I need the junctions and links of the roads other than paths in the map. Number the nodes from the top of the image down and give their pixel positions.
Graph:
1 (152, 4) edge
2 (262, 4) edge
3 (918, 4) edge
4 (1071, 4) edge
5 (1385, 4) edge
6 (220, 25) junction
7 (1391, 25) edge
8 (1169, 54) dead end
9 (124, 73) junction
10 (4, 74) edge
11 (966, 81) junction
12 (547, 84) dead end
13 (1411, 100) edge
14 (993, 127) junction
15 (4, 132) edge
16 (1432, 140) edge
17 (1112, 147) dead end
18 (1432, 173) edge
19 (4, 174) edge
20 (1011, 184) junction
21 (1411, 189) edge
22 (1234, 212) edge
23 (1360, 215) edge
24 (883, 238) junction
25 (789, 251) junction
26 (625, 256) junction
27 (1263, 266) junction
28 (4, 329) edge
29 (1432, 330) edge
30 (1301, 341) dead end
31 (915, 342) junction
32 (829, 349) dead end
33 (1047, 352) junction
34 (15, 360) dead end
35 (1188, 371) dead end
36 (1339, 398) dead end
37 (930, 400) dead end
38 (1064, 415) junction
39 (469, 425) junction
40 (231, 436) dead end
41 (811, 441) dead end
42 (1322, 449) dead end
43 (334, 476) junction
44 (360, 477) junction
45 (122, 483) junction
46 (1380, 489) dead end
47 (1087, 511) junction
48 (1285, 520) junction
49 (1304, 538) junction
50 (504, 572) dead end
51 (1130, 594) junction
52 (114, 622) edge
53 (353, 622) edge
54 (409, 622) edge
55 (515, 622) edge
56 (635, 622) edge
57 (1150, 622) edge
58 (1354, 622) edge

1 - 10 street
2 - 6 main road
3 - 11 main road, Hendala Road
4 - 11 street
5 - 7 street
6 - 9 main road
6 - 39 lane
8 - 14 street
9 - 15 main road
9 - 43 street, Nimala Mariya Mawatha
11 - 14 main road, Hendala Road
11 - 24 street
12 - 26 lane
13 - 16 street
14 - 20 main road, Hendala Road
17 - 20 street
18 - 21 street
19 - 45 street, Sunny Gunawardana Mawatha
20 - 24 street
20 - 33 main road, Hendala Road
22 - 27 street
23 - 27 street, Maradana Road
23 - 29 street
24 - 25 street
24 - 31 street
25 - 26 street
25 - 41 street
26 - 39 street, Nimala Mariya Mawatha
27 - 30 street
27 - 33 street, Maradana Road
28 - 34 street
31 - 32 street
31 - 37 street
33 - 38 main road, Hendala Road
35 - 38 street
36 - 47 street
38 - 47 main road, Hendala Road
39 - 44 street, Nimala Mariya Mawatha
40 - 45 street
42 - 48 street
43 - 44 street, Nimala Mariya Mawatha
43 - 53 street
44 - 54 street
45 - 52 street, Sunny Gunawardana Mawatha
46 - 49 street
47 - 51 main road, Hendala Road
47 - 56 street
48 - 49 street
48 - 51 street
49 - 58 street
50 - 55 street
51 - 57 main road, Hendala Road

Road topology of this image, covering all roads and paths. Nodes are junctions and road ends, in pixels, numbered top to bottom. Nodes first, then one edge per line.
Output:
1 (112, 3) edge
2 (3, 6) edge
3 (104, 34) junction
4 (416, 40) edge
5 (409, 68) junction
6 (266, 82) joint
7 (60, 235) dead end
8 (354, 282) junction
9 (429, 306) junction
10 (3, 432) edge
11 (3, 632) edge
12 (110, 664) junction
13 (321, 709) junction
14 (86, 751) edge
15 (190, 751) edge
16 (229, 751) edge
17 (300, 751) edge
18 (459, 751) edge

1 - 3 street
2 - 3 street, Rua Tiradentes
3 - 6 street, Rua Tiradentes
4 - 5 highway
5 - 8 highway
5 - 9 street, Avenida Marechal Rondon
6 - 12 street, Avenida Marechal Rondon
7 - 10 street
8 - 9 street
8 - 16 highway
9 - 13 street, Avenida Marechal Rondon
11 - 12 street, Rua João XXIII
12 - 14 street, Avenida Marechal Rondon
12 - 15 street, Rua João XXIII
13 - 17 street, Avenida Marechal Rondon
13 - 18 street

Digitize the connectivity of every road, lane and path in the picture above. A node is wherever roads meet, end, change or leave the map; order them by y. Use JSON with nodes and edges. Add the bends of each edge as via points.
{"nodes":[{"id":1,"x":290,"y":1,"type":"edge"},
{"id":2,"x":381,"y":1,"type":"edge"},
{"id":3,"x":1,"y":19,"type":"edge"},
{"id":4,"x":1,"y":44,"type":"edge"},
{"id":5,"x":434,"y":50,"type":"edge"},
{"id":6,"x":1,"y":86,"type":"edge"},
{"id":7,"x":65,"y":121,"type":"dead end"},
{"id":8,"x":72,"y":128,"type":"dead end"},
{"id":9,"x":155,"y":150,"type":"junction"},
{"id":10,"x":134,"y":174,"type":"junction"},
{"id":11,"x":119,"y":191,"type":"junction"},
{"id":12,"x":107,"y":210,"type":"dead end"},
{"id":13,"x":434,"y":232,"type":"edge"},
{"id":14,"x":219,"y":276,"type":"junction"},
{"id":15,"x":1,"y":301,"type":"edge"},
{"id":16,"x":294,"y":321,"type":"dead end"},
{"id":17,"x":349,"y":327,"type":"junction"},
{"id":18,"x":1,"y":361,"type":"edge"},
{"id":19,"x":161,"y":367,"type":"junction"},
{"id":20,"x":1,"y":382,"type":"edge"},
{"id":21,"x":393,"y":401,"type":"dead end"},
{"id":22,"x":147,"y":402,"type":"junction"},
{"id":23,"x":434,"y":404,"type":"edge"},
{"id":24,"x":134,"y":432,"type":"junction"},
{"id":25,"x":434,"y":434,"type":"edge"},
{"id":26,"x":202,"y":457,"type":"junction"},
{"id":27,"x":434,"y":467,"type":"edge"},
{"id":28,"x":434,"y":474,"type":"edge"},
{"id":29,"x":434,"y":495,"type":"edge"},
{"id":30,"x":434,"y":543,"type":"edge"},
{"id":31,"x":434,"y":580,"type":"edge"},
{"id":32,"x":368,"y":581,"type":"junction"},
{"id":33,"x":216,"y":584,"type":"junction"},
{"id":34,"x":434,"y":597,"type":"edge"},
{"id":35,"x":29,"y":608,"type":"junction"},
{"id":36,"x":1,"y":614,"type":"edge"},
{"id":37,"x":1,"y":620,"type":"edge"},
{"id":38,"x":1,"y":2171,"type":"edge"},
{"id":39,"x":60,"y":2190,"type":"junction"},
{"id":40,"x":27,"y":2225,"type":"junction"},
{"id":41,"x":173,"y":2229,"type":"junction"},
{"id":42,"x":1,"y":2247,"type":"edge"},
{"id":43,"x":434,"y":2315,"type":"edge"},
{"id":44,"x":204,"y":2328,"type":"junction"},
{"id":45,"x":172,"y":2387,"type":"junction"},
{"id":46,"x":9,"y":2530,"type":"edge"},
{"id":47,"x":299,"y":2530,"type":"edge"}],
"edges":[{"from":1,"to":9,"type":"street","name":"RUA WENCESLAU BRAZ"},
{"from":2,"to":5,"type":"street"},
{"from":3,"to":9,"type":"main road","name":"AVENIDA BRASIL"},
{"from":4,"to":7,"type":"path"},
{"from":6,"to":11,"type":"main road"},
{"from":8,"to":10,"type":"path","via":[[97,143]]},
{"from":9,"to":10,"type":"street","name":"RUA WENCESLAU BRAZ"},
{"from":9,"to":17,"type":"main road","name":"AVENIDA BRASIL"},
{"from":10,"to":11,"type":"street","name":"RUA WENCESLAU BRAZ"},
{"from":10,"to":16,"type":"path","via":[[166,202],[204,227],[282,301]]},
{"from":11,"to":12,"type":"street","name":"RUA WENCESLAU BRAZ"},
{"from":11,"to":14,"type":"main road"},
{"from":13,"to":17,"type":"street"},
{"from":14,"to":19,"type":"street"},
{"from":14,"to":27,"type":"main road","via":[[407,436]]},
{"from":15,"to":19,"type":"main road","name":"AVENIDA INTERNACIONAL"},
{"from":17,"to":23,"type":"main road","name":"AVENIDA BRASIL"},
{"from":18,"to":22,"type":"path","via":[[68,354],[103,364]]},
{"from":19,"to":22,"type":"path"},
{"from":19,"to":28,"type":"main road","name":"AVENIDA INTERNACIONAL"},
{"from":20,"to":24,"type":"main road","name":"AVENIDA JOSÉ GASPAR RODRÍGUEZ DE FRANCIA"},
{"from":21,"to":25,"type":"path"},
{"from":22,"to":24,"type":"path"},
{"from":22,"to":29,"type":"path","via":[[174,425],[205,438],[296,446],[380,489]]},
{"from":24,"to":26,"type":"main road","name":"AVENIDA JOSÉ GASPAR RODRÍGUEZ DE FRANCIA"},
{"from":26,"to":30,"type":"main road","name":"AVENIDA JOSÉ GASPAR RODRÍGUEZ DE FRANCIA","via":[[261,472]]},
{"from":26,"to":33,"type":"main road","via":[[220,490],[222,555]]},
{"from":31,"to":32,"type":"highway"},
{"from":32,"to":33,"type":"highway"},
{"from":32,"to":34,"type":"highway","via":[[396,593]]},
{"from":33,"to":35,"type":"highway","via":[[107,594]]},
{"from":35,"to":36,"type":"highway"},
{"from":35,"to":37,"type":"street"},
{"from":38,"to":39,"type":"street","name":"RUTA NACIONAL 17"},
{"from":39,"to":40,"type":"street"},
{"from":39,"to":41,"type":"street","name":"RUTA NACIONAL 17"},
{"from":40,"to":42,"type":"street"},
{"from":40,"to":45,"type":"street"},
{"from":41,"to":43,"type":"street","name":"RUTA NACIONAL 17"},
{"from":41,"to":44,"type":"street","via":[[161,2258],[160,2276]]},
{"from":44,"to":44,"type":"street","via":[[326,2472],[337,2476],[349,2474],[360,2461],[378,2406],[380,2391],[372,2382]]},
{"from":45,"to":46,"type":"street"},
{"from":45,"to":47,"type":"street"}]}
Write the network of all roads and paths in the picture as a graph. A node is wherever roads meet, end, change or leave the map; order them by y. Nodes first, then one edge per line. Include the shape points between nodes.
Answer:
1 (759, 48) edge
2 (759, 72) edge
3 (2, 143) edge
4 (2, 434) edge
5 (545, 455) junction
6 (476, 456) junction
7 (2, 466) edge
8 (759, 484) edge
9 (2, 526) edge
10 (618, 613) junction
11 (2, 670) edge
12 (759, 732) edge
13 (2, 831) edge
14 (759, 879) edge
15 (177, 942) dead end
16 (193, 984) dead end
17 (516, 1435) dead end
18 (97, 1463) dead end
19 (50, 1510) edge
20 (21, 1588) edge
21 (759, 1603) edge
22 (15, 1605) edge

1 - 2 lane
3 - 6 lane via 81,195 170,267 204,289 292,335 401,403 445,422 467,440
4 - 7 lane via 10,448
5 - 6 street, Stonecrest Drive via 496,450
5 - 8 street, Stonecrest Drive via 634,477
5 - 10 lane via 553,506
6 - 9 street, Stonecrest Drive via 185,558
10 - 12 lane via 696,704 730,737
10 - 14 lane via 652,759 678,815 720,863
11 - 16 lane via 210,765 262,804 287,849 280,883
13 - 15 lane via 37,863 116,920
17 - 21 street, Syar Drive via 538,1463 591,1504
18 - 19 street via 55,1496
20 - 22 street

▶ **Aim of the exercise**: Scan the listing above and work out how many of its lines contain the word "Rondon". Report only that number.

▶ **Result**: 5